Sasse, who’s been one of the few Republican Trump critics on Capitol Hill, laid out the Trump campaign’s court cases in each state and then explained why some reported instances of fraud or disparities would not flip the results. 

‘I started with the courts for a reason. From where I sit, the single-most telling fact is that there a giant gulf between what President Trump and his allies say in public – for example, on social media, or at press conferences outside Philadelphia landscaping companies and adult bookstores – and what President Trump’s lawyers actually say in courts of law,’ Sasse wrote. 
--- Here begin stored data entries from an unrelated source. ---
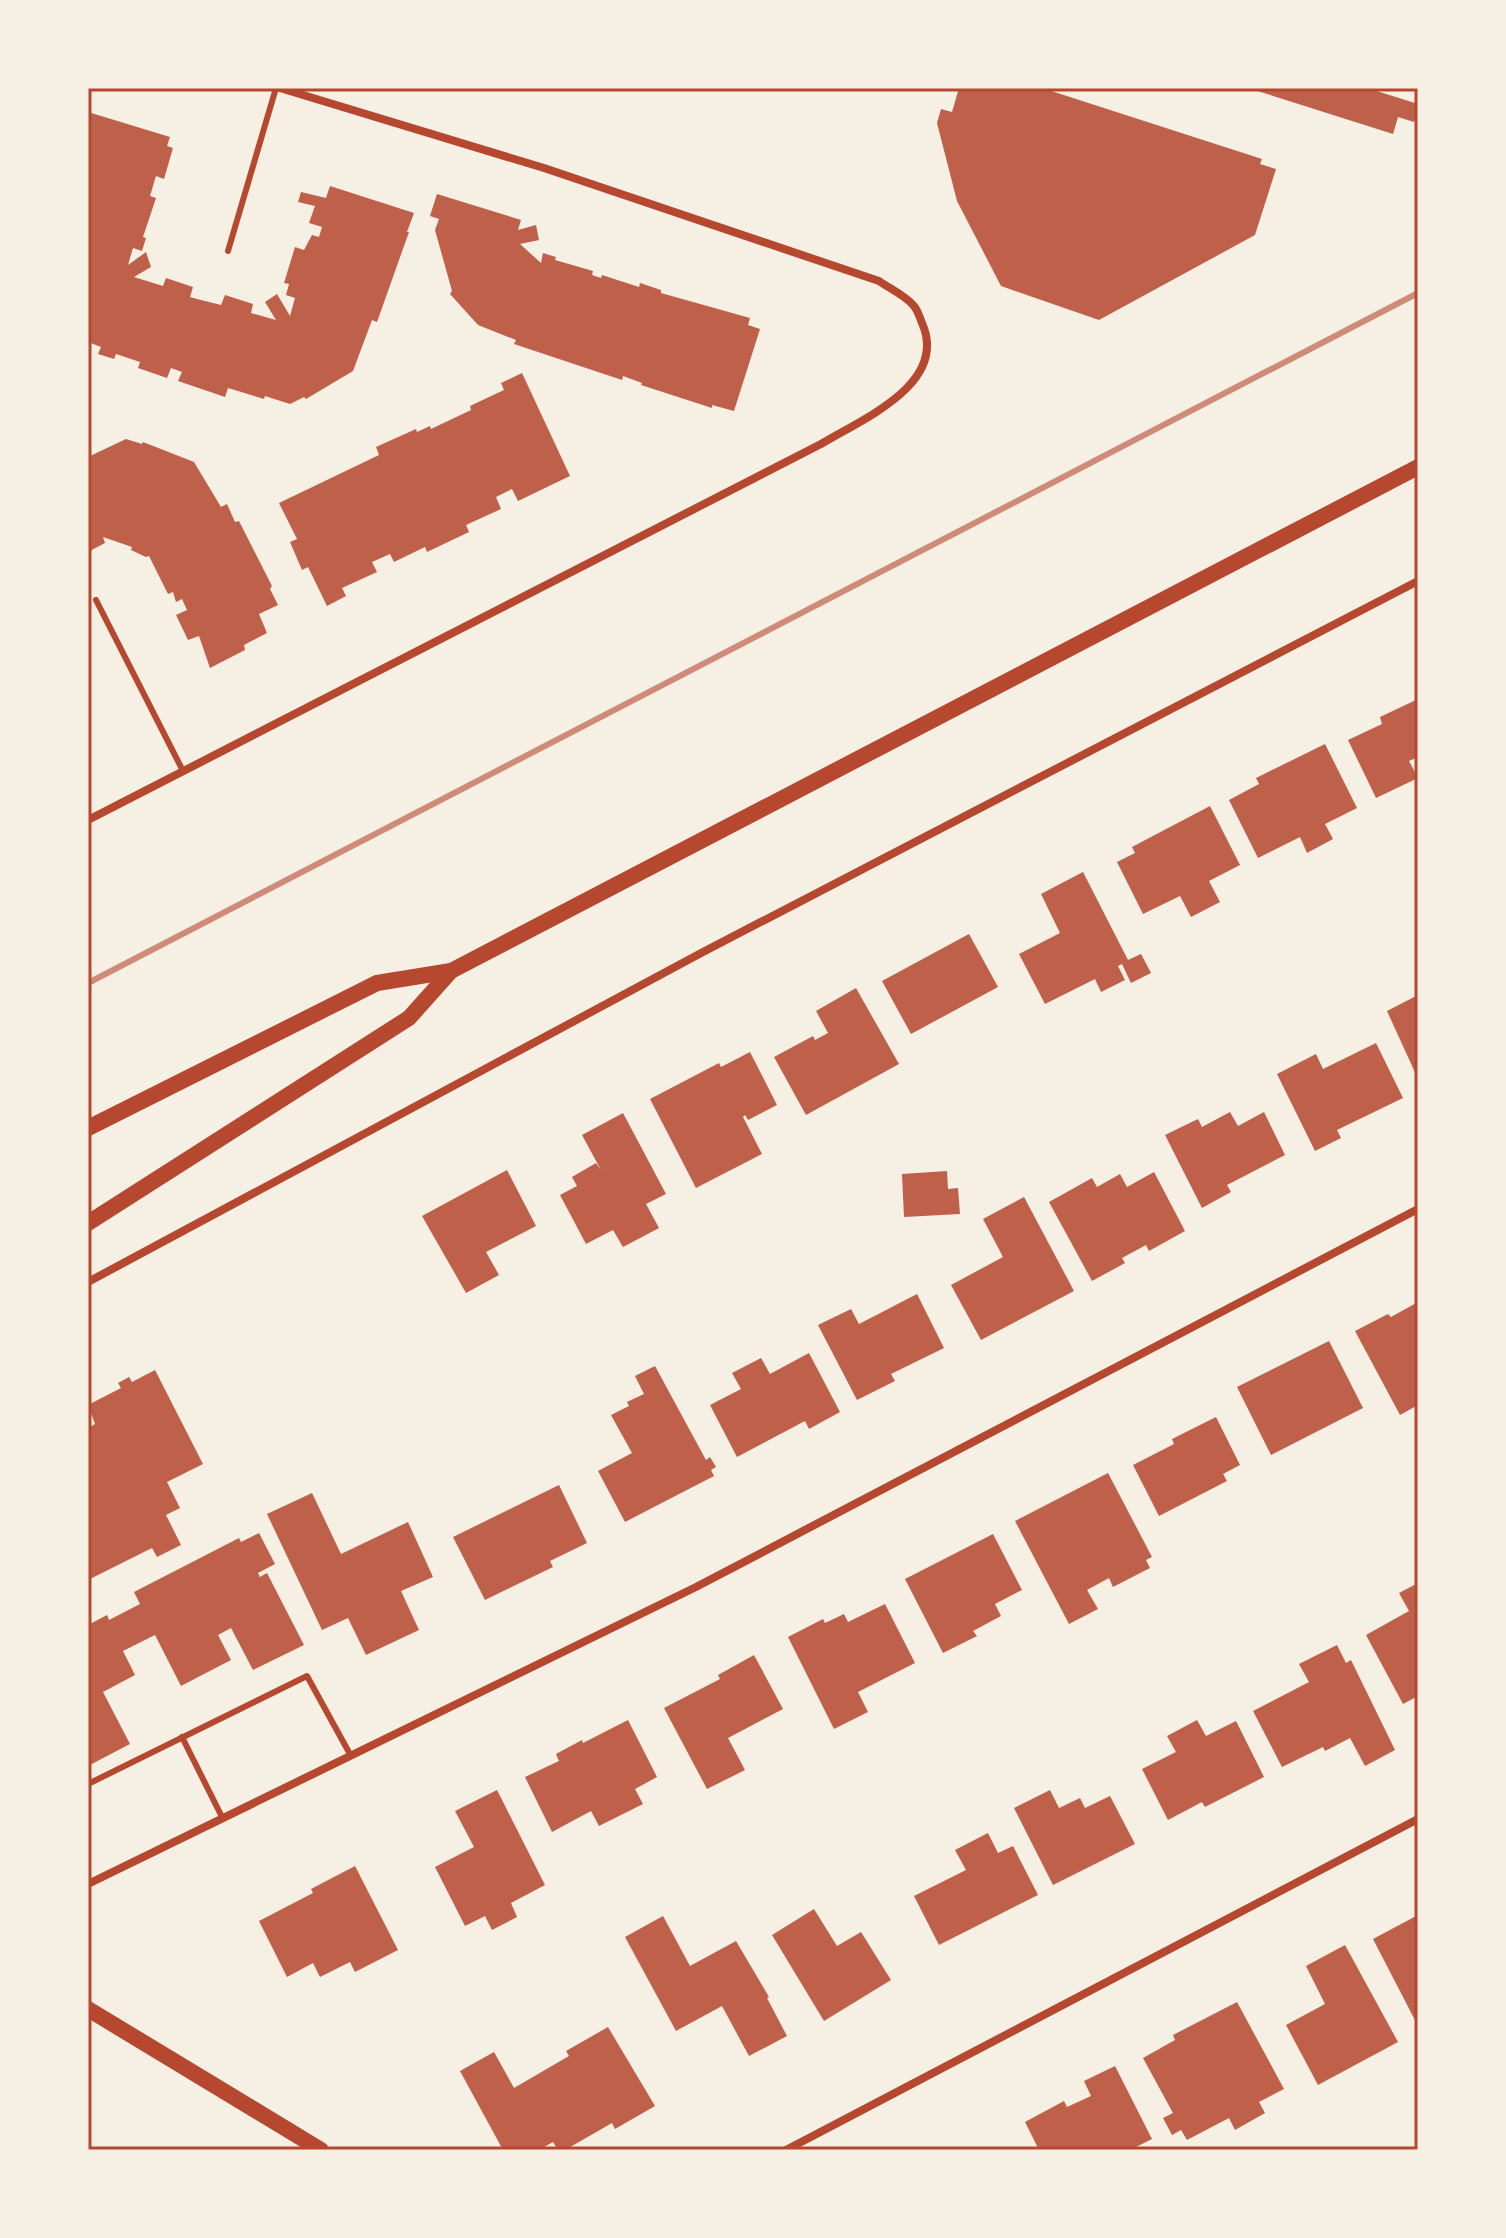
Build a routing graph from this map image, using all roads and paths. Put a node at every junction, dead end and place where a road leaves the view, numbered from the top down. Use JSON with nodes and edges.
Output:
{"nodes":[{"id":1,"x":278,"y":88,"type":"edge"},
{"id":2,"x":228,"y":251,"type":"dead end"},
{"id":3,"x":1418,"y":467,"type":"edge"},
{"id":4,"x":1418,"y":581,"type":"edge"},
{"id":5,"x":96,"y":600,"type":"dead end"},
{"id":6,"x":183,"y":771,"type":"junction"},
{"id":7,"x":88,"y":820,"type":"edge"},
{"id":8,"x":451,"y":971,"type":"junction"},
{"id":9,"x":88,"y":1128,"type":"edge"},
{"id":10,"x":1418,"y":1209,"type":"edge"},
{"id":11,"x":88,"y":1223,"type":"edge"},
{"id":12,"x":88,"y":1282,"type":"edge"},
{"id":13,"x":182,"y":1737,"type":"junction"},
{"id":14,"x":351,"y":1756,"type":"junction"},
{"id":15,"x":88,"y":1784,"type":"edge"},
{"id":16,"x":222,"y":1817,"type":"junction"},
{"id":17,"x":1418,"y":1819,"type":"edge"},
{"id":18,"x":88,"y":1884,"type":"edge"},
{"id":19,"x":88,"y":2009,"type":"edge"},
{"id":20,"x":321,"y":2150,"type":"edge"},
{"id":21,"x":786,"y":2150,"type":"edge"}],
"edges":[{"from":1,"to":2,"type":"lane"},
{"from":1,"to":6,"type":"street"},
{"from":3,"to":8,"type":"main road"},
{"from":4,"to":12,"type":"street"},
{"from":5,"to":6,"type":"lane"},
{"from":6,"to":7,"type":"street"},
{"from":8,"to":9,"type":"main road"},
{"from":8,"to":11,"type":"main road"},
{"from":10,"to":14,"type":"street"},
{"from":13,"to":14,"type":"lane"},
{"from":13,"to":15,"type":"lane"},
{"from":13,"to":16,"type":"lane"},
{"from":14,"to":16,"type":"street"},
{"from":16,"to":18,"type":"street"},
{"from":17,"to":21,"type":"street"},
{"from":19,"to":20,"type":"main road"}]}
Sasse points out that while there’s no legal penalty for misleading the public, there is one for deceiving judges. 

‘[T]he president’s lawyers know that – and thus they have repeated almost none of the claims of grand voter fraud that the campaign spokespeople are screaming at their most zealous supporters,’ Sasse said. 

‘So, here’s the heart of this whole thing: this isn’t really a legal strategy – it’s a fundraising strategy,’ he added. 

Sasse wrote about what he believed his colleagues’ motivations were too. 

‘Let’s be clear what is happening here: We have a bunch of ambitious politicians who think there’s a quick way to tap into the president’s populist base without doing any real, long-term damage,’ Sasse said. ‘But they’re wrong – and this issue is bigger than anyone’s personal ambitions.’ 

‘Adults don’t point a loaded gun at the heart of legitimate self-government,’ he continued. 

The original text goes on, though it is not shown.